_What is expected:_
Set down every entry again, exactly as it appears.

━━━━━━━━━━

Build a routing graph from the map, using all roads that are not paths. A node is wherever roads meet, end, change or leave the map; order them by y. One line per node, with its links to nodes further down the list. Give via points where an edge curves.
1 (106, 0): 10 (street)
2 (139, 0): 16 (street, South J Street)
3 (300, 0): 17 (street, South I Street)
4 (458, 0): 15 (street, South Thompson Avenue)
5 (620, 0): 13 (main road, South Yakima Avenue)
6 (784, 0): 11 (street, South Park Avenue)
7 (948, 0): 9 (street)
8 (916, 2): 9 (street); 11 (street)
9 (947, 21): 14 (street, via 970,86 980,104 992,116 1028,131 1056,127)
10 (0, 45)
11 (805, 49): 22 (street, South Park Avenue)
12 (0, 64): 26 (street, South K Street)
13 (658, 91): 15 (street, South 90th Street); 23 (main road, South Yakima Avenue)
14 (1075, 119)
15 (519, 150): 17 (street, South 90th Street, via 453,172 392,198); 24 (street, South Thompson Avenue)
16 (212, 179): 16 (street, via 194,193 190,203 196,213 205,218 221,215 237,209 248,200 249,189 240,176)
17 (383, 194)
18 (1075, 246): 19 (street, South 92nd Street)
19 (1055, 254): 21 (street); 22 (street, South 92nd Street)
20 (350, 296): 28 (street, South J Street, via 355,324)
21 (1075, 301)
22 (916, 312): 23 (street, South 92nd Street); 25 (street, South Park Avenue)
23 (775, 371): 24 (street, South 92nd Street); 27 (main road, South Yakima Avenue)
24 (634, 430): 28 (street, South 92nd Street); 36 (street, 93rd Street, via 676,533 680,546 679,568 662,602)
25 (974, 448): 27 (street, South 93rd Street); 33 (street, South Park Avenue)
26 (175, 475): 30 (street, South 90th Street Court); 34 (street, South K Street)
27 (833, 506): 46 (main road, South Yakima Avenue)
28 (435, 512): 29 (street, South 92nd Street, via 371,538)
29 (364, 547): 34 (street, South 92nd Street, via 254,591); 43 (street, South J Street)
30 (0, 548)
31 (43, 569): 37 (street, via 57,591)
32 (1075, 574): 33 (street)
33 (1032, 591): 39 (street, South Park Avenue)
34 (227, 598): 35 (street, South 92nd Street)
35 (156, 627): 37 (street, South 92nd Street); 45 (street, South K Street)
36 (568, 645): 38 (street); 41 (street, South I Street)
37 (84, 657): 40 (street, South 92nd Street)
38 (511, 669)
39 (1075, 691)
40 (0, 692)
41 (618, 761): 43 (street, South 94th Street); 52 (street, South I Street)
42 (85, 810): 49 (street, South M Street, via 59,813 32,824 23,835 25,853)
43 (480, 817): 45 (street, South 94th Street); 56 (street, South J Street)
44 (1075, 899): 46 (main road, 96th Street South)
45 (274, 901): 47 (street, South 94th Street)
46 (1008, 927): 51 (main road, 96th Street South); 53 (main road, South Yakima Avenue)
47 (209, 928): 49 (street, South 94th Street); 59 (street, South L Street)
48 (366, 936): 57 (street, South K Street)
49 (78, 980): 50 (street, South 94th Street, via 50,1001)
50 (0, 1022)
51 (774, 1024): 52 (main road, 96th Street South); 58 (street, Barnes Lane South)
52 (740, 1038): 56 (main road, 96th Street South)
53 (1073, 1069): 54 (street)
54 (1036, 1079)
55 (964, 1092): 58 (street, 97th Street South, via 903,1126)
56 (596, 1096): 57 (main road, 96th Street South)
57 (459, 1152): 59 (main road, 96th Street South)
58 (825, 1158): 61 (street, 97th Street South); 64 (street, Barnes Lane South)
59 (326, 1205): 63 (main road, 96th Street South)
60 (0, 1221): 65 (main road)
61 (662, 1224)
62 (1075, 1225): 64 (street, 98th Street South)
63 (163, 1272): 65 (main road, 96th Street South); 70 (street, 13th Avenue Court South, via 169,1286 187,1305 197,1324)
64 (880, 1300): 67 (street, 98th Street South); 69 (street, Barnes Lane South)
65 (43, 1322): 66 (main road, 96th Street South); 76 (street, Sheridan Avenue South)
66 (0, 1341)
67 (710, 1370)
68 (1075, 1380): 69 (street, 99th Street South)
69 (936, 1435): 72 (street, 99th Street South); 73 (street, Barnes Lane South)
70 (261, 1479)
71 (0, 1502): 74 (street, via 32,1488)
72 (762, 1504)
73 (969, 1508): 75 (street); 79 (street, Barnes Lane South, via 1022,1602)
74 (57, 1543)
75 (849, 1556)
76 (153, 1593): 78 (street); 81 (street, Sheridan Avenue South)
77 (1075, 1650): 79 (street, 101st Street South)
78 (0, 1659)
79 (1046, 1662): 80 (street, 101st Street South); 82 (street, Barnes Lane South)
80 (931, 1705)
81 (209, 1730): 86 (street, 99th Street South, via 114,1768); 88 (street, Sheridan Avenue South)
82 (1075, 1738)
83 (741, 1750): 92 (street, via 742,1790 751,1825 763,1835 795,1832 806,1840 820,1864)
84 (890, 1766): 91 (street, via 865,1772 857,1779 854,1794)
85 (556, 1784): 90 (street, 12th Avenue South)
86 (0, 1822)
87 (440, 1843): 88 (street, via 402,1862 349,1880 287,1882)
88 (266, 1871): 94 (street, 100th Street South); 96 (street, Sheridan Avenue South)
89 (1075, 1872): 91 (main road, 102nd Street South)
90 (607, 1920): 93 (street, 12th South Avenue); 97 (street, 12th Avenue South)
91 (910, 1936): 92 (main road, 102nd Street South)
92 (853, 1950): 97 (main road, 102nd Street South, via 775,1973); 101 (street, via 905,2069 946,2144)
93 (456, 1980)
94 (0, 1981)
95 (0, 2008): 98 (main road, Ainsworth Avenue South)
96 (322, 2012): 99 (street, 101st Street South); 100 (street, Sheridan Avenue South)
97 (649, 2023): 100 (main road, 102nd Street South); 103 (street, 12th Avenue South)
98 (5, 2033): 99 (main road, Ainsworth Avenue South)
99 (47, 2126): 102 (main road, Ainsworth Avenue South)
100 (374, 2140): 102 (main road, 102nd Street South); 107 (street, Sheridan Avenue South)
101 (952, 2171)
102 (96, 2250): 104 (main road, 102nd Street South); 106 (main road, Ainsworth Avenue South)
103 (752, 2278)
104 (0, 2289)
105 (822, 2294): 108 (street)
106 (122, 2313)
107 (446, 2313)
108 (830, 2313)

━━━━━━━━━━

_Task solution:_
Build a routing graph from the map, using all roads that are not paths. A node is wherever roads meet, end, change or leave the map; order them by y. One line per node, with its links to nodes further down the list. Give via points where an edge curves.
1 (106, 0): 10 (street)
2 (139, 0): 16 (street, South J Street)
3 (300, 0): 17 (street, South I Street)
4 (458, 0): 15 (street, South Thompson Avenue)
5 (620, 0): 13 (main road, South Yakima Avenue)
6 (784, 0): 11 (street, South Park Avenue)
7 (948, 0): 9 (street)
8 (916, 2): 9 (street); 11 (street)
9 (947, 21): 14 (street, via 970,86 980,104 992,116 1028,131 1056,127)
10 (0, 45)
11 (805, 49): 22 (street, South Park Avenue)
12 (0, 64): 26 (street, South K Street)
13 (658, 91): 15 (street, South 90th Street); 23 (main road, South Yakima Avenue)
14 (1075, 119)
15 (519, 150): 17 (street, South 90th Street, via 453,172 392,198); 24 (street, South Thompson Avenue)
16 (212, 179): 16 (street, via 194,193 190,203 196,213 205,218 221,215 237,209 248,200 249,189 240,176)
17 (383, 194)
18 (1075, 246): 19 (street, South 92nd Street)
19 (1055, 254): 21 (street); 22 (street, South 92nd Street)
20 (350, 296): 28 (street, South J Street, via 355,324)
21 (1075, 301)
22 (916, 312): 23 (street, South 92nd Street); 25 (street, South Park Avenue)
23 (775, 371): 24 (street, South 92nd Street); 27 (main road, South Yakima Avenue)
24 (634, 430): 28 (street, South 92nd Street); 36 (street, 93rd Street, via 676,533 680,546 679,568 662,602)
25 (974, 448): 27 (street, South 93rd Street); 33 (street, South Park Avenue)
26 (175, 475): 30 (street, South 90th Street Court); 34 (street, South K Street)
27 (833, 506): 46 (main road, South Yakima Avenue)
28 (435, 512): 29 (street, South 92nd Street, via 371,538)
29 (364, 547): 34 (street, South 92nd Street, via 254,591); 43 (street, South J Street)
30 (0, 548)
31 (43, 569): 37 (street, via 57,591)
32 (1075, 574): 33 (street)
33 (1032, 591): 39 (street, South Park Avenue)
34 (227, 598): 35 (street, South 92nd Street)
35 (156, 627): 37 (street, South 92nd Street); 45 (street, South K Street)
36 (568, 645): 38 (street); 41 (street, South I Street)
37 (84, 657): 40 (street, South 92nd Street)
38 (511, 669)
39 (1075, 691)
40 (0, 692)
41 (618, 761): 43 (street, South 94th Street); 52 (street, South I Street)
42 (85, 810): 49 (street, South M Street, via 59,813 32,824 23,835 25,853)
43 (480, 817): 45 (street, South 94th Street); 56 (street, South J Street)
44 (1075, 899): 46 (main road, 96th Street South)
45 (274, 901): 47 (street, South 94th Street)
46 (1008, 927): 51 (main road, 96th Street South); 53 (main road, South Yakima Avenue)
47 (209, 928): 49 (street, South 94th Street); 59 (street, South L Street)
48 (366, 936): 57 (street, South K Street)
49 (78, 980): 50 (street, South 94th Street, via 50,1001)
50 (0, 1022)
51 (774, 1024): 52 (main road, 96th Street South); 58 (street, Barnes Lane South)
52 (740, 1038): 56 (main road, 96th Street South)
53 (1073, 1069): 54 (street)
54 (1036, 1079)
55 (964, 1092): 58 (street, 97th Street South, via 903,1126)
56 (596, 1096): 57 (main road, 96th Street South)
57 (459, 1152): 59 (main road, 96th Street South)
58 (825, 1158): 61 (street, 97th Street South); 64 (street, Barnes Lane South)
59 (326, 1205): 63 (main road, 96th Street South)
60 (0, 1221): 65 (main road)
61 (662, 1224)
62 (1075, 1225): 64 (street, 98th Street South)
63 (163, 1272): 65 (main road, 96th Street South); 70 (street, 13th Avenue Court South, via 169,1286 187,1305 197,1324)
64 (880, 1300): 67 (street, 98th Street South); 69 (street, Barnes Lane South)
65 (43, 1322): 66 (main road, 96th Street South); 76 (street, Sheridan Avenue South)
66 (0, 1341)
67 (710, 1370)
68 (1075, 1380): 69 (street, 99th Street South)
69 (936, 1435): 72 (street, 99th Street South); 73 (street, Barnes Lane South)
70 (261, 1479)
71 (0, 1502): 74 (street, via 32,1488)
72 (762, 1504)
73 (969, 1508): 75 (street); 79 (street, Barnes Lane South, via 1022,1602)
74 (57, 1543)
75 (849, 1556)
76 (153, 1593): 78 (street); 81 (street, Sheridan Avenue South)
77 (1075, 1650): 79 (street, 101st Street South)
78 (0, 1659)
79 (1046, 1662): 80 (street, 101st Street South); 82 (street, Barnes Lane South)
80 (931, 1705)
81 (209, 1730): 86 (street, 99th Street South, via 114,1768); 88 (street, Sheridan Avenue South)
82 (1075, 1738)
83 (741, 1750): 92 (street, via 742,1790 751,1825 763,1835 795,1832 806,1840 820,1864)
84 (890, 1766): 91 (street, via 865,1772 857,1779 854,1794)
85 (556, 1784): 90 (street, 12th Avenue South)
86 (0, 1822)
87 (440, 1843): 88 (street, via 402,1862 349,1880 287,1882)
88 (266, 1871): 94 (street, 100th Street South); 96 (street, Sheridan Avenue South)
89 (1075, 1872): 91 (main road, 102nd Street South)
90 (607, 1920): 93 (street, 12th South Avenue); 97 (street, 12th Avenue South)
91 (910, 1936): 92 (main road, 102nd Street South)
92 (853, 1950): 97 (main road, 102nd Street South, via 775,1973); 101 (street, via 905,2069 946,2144)
93 (456, 1980)
94 (0, 1981)
95 (0, 2008): 98 (main road, Ainsworth Avenue South)
96 (322, 2012): 99 (street, 101st Street South); 100 (street, Sheridan Avenue South)
97 (649, 2023): 100 (main road, 102nd Street South); 103 (street, 12th Avenue South)
98 (5, 2033): 99 (main road, Ainsworth Avenue South)
99 (47, 2126): 102 (main road, Ainsworth Avenue South)
100 (374, 2140): 102 (main road, 102nd Street South); 107 (street, Sheridan Avenue South)
101 (952, 2171)
102 (96, 2250): 104 (main road, 102nd Street South); 106 (main road, Ainsworth Avenue South)
103 (752, 2278)
104 (0, 2289)
105 (822, 2294): 108 (street)
106 (122, 2313)
107 (446, 2313)
108 (830, 2313)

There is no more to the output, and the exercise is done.